Friday, August 17, 2012

photo friday: the sad place

      For all those who were lost,
             For all those who were stolen,
        For all those who were left behind,
               For all those who were not forgotten

African Burial Ground, Lower Manhattan, New York City. 
© 2012 Amber Schley Iragui

St Paul's Chapel, established 1766, with the Freedom Towers rising above the 9/11 Memorial in the background. © 2012 Amber Schley Iragui
 Outside the 9/11 Memorial, with the top of my son's head.
© 2012 Amber Schley Iragui
Bellevue Hospital, NYC, where Charles' best friend died of cancer last year.
© 2012 Amber Schley Iragui
Trinity Cemetery, the only remaining active cemetery in Manhattan.
© 2012 Amber Schley Iragui
I am drawn to broken things—to heartache and scars. And although I've discovered my own strength most keenly in pain, I was drawn to sad things long before my own life had dealt me much of it. Even as a child I sensed that people who had suffered much carried far greater strength than those who had not, it was as if their pain endowed them with extra eyes and and broader, kinder hands. And as I grew I learned from experience that the human spirit, stripped of pretense and falsity, is often revealed as the beautiful and resilient creature it is. Looking directly at the sad places, things from which other people may want to avert their gaze, gives me courage.

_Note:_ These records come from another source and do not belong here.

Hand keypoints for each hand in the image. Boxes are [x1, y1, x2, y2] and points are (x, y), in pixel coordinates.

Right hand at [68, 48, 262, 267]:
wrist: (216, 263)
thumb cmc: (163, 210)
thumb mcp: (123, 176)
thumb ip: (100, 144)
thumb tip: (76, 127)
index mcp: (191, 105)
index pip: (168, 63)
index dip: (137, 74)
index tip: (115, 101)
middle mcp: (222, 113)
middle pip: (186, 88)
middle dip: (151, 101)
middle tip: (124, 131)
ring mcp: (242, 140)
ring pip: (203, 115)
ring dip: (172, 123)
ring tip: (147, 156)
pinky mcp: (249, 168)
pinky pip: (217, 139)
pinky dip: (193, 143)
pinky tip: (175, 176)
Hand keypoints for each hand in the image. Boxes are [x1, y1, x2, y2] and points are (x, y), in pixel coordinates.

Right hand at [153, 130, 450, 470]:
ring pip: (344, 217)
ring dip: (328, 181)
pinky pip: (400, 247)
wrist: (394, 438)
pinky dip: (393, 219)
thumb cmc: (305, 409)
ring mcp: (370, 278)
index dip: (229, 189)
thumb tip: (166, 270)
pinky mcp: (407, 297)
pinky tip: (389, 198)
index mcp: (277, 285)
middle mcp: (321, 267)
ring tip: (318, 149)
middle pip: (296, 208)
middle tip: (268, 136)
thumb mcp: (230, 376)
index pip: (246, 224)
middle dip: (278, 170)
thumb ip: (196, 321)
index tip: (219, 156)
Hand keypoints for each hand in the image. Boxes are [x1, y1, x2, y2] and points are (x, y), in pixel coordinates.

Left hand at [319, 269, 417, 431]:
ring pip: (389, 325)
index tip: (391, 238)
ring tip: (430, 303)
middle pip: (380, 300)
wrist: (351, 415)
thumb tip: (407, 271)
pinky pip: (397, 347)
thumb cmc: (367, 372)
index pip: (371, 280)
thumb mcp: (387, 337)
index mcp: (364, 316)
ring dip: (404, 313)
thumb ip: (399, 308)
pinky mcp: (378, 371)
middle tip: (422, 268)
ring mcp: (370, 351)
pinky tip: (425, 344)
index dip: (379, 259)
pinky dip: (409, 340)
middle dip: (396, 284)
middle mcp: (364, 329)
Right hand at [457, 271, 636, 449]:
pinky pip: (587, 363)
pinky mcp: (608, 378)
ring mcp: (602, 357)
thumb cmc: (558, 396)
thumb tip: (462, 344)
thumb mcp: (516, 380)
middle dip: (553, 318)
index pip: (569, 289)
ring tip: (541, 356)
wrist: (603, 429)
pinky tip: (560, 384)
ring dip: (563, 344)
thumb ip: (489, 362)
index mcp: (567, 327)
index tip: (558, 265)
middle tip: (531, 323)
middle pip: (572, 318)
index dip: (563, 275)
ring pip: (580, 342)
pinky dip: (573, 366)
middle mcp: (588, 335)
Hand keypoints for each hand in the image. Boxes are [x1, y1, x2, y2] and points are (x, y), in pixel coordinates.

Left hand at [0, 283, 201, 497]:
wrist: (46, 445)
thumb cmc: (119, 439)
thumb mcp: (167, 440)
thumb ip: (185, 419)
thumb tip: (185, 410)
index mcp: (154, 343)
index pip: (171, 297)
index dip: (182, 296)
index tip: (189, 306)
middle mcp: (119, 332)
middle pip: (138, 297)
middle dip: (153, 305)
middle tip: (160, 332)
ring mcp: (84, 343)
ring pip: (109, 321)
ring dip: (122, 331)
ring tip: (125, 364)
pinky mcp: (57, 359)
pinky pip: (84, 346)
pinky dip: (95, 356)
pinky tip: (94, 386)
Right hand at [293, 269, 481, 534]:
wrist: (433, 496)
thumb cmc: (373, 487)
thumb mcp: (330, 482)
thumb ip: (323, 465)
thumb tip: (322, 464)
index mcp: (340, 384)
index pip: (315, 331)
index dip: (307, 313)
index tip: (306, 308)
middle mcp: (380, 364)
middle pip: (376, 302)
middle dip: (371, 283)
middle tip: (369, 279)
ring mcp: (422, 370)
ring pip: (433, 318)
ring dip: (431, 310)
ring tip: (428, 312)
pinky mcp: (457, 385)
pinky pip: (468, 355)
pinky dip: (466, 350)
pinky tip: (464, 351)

The photos here were all taken on Sunday, when our family took a trip tour of "sad places" in Manhattan. We had absolutely no luck getting into any of them.

Our first stop, the African Burial Ground, a memorial for the recently discovered remains of more than 400 free and enslaved Africans buried in the 17th and 18th centuries, was closed for renovations. In addition, menacing signs warned that the premises had been poisoned. I stuck my camera under the barricade nonetheless and managed to capture the memorial with a reflection of the sky and clouds.

The historical graveyards at both St Paul's Chapel and Trinity Church on Wall Street were already closed for the day. But from the former I was able to capture not only the old historic building and the ancient graves around it, but the new Freedom Towers being built on the site of Ground Zero.

We didn't realize you have to schedule your visit the 9/11 Memorial online beforehand, so we just mingled with the tourists for a bit outside the site. We then drove up to the Marble Cemetery on Second Street, which was not surprisingly closed. From there we drove up First Avenue past Bellevue Hospital where Charles' best friend Valerie Fry died last year of cancer. She was only 41.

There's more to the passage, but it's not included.